== Segment start ==

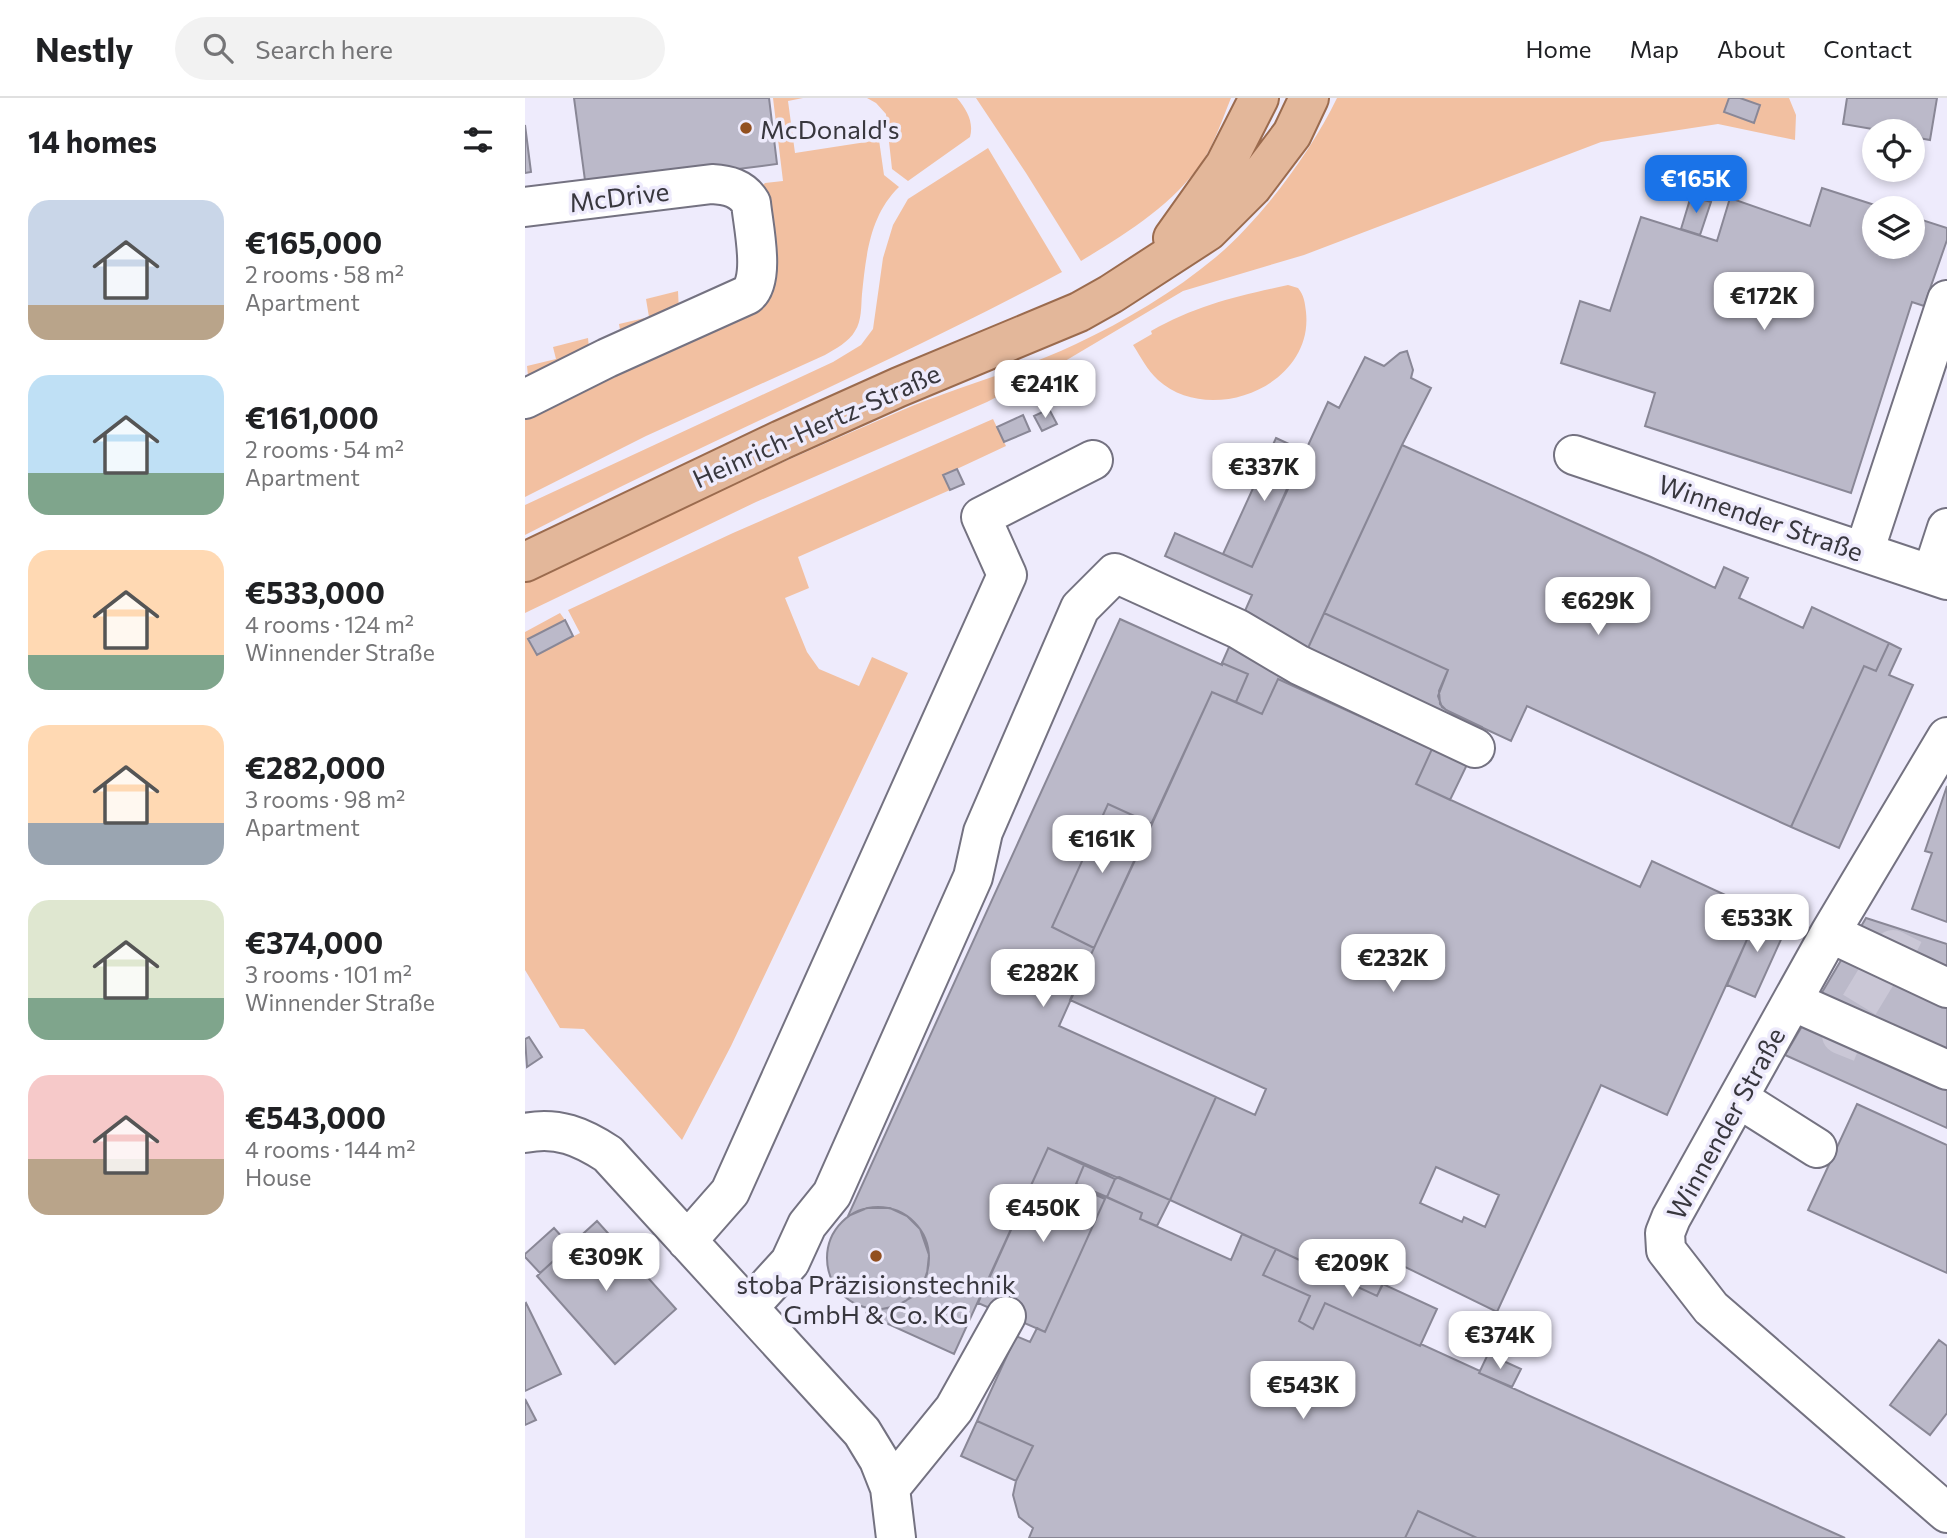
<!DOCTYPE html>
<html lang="en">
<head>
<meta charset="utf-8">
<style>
	body { margin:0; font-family:Commissioner,sans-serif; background:#f2f2f2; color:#202124; height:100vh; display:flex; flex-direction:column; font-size:26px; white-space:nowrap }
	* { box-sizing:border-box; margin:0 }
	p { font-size:23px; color:#757577 }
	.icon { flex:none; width:38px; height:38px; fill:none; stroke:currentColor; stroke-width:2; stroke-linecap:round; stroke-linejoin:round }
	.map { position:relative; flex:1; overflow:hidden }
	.sheet { display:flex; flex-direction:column; background:#fff; width:525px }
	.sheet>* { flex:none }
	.tools { position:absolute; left:1337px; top:21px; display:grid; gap:14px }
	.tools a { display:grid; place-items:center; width:63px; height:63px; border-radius:50%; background:#fff; box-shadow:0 4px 10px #0003; font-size:35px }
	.price { position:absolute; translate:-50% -60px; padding:0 16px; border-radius:14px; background:#fff; color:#222; font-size:23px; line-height:46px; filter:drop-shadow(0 2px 4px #0008) }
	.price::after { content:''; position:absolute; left:50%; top:42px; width:21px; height:16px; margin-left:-10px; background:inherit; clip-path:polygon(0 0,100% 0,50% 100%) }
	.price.current { background:#1a73e8; color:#fff }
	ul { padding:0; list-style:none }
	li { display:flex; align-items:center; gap:21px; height:175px; padding:0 28px }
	li span { display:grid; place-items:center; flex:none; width:196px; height:140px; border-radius:21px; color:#555 }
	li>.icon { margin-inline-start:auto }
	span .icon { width:84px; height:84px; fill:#fffc; stroke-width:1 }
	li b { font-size:30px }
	h2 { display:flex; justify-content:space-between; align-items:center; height:84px; padding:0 28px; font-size:30px }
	header { display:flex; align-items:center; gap:42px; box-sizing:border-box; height:98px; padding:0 35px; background:#fff; border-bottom:2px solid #e0e0e0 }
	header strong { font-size:33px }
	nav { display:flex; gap:38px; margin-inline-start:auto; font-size:24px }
	.search { width:490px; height:63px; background:#f2f2f2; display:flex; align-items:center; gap:18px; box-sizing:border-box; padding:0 24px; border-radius:38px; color:#757577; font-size:26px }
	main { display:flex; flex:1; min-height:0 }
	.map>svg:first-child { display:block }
</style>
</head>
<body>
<header>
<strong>Nestly</strong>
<div class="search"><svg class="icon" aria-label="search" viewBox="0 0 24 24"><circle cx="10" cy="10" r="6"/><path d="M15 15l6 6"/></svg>Search here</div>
<nav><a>Home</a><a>Map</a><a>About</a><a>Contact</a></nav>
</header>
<main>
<section class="sheet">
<h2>14 homes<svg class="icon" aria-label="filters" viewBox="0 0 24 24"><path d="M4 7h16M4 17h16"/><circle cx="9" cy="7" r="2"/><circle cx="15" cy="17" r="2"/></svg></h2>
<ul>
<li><span style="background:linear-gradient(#c9d6e8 75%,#b9a48a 0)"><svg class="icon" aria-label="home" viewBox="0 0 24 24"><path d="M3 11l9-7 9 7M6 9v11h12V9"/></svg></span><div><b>€165,000</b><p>2 rooms · 58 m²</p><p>Apartment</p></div></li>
<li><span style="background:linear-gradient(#bfe0f5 70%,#7fa58c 0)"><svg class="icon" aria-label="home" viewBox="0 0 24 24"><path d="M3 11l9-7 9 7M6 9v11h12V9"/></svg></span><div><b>€161,000</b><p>2 rooms · 54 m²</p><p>Apartment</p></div></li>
<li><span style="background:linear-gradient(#ffd9b3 75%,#7fa58c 0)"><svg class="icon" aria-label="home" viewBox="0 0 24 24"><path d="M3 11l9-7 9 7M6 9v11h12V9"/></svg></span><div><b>€533,000</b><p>4 rooms · 124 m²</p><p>Winnender Straße</p></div></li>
<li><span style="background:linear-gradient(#ffd9b3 70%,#9aa5b1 0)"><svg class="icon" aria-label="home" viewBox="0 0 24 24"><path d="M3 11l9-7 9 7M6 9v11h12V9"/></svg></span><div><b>€282,000</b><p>3 rooms · 98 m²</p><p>Apartment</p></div></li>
<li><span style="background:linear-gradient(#dfe7d0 70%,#7fa58c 0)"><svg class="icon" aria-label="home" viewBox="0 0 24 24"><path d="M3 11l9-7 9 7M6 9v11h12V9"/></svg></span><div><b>€374,000</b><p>3 rooms · 101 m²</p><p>Winnender Straße</p></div></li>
<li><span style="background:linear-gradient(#f6c9c9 60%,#b9a48a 0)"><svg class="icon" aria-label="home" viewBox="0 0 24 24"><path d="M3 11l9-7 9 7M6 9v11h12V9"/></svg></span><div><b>€543,000</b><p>4 rooms · 144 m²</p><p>House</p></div></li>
</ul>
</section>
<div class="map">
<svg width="1422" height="1440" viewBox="0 0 1422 1440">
	<rect width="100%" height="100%" fill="#eeebfc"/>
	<path fill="#f2c0a1" d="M248,0H278L263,3L270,55L354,42L359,77L374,89C345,117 341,157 337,196C336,207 337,223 330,233C324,244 310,251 300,257L121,338L0,399V316L220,204L234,91L240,85L258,83Z
		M342,0H432C442,12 449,24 445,39L383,83L367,71L361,16L351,5Z
		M451,0H706C697,22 690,44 677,64C648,107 599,137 556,163L501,75Z
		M812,0H1264L1271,17L1270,42L1193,26L1076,44L779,157L658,193L535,266L462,304L231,404L0,515V484L29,468C143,415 257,364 373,314C431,289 494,273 551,246C600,223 649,194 691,159C737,120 786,54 812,0Z
		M463,50L537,174C361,268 177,345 0,437V407L308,264L336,247L348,231L358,160L368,127L383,101Z
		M763,187L773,190C779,197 780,205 781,214C789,288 685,329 633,282C622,272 616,259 608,247L627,236L626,233C672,207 712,198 763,187Z
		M153,193L154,214L97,243L94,226L124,219L121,201Z
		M63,240L64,250L4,288L2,268L31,261L28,249Z
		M468,321L481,348L419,377L425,392L273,459L284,490L260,500L282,554L294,571L334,588L347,559L383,575L206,948L157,1042L59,931L35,930L0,872V534L35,515L40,522L3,541L12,557L55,535L43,512L208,435Z"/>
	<path fill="#bbb9c9" stroke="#898796" stroke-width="2" fill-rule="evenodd" d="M49,0H244L252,66L61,90Z
		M1204,0H1215L1235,7L1229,25L1199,14Z
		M1322,0H1412L1405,42L1388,39V33H1359L1318,26Z
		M0,27L6,74L0,75Z
		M1297,90L1359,110H1349V149H1388V119L1422,130V142L1399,208L1387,204L1326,395L1120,328L1130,295L1036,265L1055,203L1085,213L1116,119L1192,143L1205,100L1285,128Z
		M1166,98L1186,104L1175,137L1156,131Z
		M882,253L888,272L886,280L906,290L877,347L766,587L753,581L737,616L711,604L723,576L697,565L727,497L640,458L650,435L727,469L803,304L814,310L840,259L859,268L875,255Z
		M524,311L532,326L517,333L509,318Z
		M498,317L505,333L479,344L472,329Z
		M751,340L779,353L727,469L698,456Z
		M877,347L1126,459L1190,490L1199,469L1223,480L1214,500L1278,530L1287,509L1364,545L1351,573L1339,568L1266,729L1002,608L986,643L928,616L917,609L913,598L923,572L799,515Z
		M432,371L439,386L425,392L418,377Z
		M799,515L923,572L914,593L915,606L921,612L957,629L950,650L925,702L891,686L907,651L766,587Z
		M595,521L697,567V565L723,576L711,604L687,594L627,726L583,706L527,829L569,850L534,928L691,999L645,1102L523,1050L429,1256L341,1216L343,1210L357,1211L371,1208L387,1199L396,1188L402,1176L404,1157L395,1131L382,1118L365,1110H342L323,1118Z
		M40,522L48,538L12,557L3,541Z
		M1364,545L1376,551L1364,577L1388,587L1314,750L1266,729L1339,568L1351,573Z
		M753,581L907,651L891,686L1115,789L1127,763L1235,813L1142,1017L1076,987L972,1214L868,1163L852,1198L645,1102L691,999L730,1017L741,991L545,902L687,594L737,616ZM911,1069L974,1097L960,1129L939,1119L937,1124L895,1105Z
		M1422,688V824L1387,811L1407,755L1400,753Z
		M583,706L627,726L569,850L527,829Z
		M1234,814L1263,826L1230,899L1202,887Z
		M1341,820L1422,846V1030L1260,957Z
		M4,939L17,959L2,969L0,941Z
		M1332,1006L1422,1047V1175L1283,1112Z
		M523,1050L559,1067L551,1086L580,1101L520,1234L453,1205Z
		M559,1067L590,1081L582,1099L551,1086Z
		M594,1079L645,1102L632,1128L615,1121L617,1115L582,1099L590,1081Z
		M572,1095L617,1115L615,1121L706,1162L717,1136L751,1151L738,1177L785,1198L774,1223L788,1231L800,1205L895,1248L896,1246L955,1273L954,1275L1320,1440H952L893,1413L880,1440H504L508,1430L494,1419L488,1397L491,1383L508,1348L452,1323L491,1238L505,1244L512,1230L520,1234L580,1101L571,1097Z
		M302 1160a51 51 0 1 1 102 0a51 51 0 1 1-102 0Z
		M72,1123L151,1211L90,1266L12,1178Z
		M29,1130L45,1148L15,1175L0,1159V1156Z
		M751,1151L852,1198L858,1186L912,1211L895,1248L800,1205L788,1231L774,1223L785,1198L738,1177Z
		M1,1205L36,1276L0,1293V1206Z
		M1414,1242L1422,1248V1315L1405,1337L1365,1307Z
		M963,1256L996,1271L987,1289L954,1275Z
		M0,1301L11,1322L0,1327Z
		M452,1323L508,1348L491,1383L436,1358Z
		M893,1413L952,1440H880Z"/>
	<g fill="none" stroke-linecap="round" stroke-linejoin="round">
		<path stroke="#cac7d6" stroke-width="38" stroke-dasharray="38 19" stroke-linecap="butt" d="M1336,945L1316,937L1368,851L1388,861"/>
		<defs>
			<path id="minor" d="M0,109L187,86C203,87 217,90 226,105C228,127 241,183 222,197L82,260L0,301
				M1049,357L1422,482
				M1339,454L1422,202
				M1407,476L1422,430
				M1422,639L1305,835L1146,1120L1140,1135L1141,1152L1186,1210L1422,1415
				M1305,835L1422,890
				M1267,903L1422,972
				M1213,1000L1292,1050
				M0,1035C32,1028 57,1039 83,1056L337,1334L354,1362L365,1390L371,1440
				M162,1143L205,1094L482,477L456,419L568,362
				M224,1209L265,1164L282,1127L307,1096L448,779L458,734L555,510L590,475L713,531L774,567L950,650
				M365,1390L429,1311L481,1218"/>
			<path id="major" d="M648,140L700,67L734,0
				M0,464L256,342L374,289L554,214L586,196L683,133L727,89L767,36L784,0"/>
		</defs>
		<use href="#minor" stroke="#747281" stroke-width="42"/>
		<use href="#major" stroke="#9b6b4e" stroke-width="42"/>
		<use href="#minor" stroke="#fff" stroke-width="38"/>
		<use href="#major" stroke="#e3b79a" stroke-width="38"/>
	</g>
	<g fill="#92501f" stroke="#eeebfc" stroke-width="2.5">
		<circle cx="221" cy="30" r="7"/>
		<circle cx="351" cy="1158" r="7"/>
	</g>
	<g text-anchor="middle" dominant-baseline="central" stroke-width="7" stroke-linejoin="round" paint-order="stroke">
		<g font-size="26" fill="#38373e" stroke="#eeebfc" text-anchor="start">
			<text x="235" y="30">McDonald's</text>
			<text x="351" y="1185" text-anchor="middle">stoba Präzisionstechnik<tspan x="351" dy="30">GmbH &amp; Co. KG</tspan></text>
		</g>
		<g font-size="26" fill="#38373e" stroke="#eeebfc">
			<text transform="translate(94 98) rotate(-7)">McDrive</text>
			<text transform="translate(291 327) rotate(-24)">Heinrich-Hertz-Straße</text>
			<text transform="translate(1236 419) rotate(19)">Winnender Straße</text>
			<text transform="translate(1200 1025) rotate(-61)">Winnender Straße</text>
		</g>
	</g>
</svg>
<div class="tools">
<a><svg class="icon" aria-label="locate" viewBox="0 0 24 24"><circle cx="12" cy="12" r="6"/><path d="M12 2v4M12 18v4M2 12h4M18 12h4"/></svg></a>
<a><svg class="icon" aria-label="layers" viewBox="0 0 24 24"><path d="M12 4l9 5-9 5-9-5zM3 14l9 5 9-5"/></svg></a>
</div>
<b class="price current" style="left:1171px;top:117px">€165K</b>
<b class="price" style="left:1239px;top:234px">€172K</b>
<b class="price" style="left:520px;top:322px">€241K</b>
<b class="price" style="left:739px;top:405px">€337K</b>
<b class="price" style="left:1073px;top:539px">€629K</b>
<b class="price" style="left:577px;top:777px">€161K</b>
<b class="price" style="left:1232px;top:856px">€533K</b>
<b class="price" style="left:868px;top:896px">€232K</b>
<b class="price" style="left:518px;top:911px">€282K</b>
<b class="price" style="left:518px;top:1146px">€450K</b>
<b class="price" style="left:81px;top:1195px">€309K</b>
<b class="price" style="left:827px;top:1201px">€209K</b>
<b class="price" style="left:975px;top:1273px">€374K</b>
<b class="price" style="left:778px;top:1323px">€543K</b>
</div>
</main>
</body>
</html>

== Segment end ==

» **WHAT THE EXERCISE ASKS**: Select every line in the material above where the string "tools" occurs, and copy it.

» **RESULT FOR THIS EXERCISE**:
	.tools { position:absolute; left:1337px; top:21px; display:grid; gap:14px }
	.tools a { display:grid; place-items:center; width:63px; height:63px; border-radius:50%; background:#fff; box-shadow:0 4px 10px #0003; font-size:35px }
<div class="tools">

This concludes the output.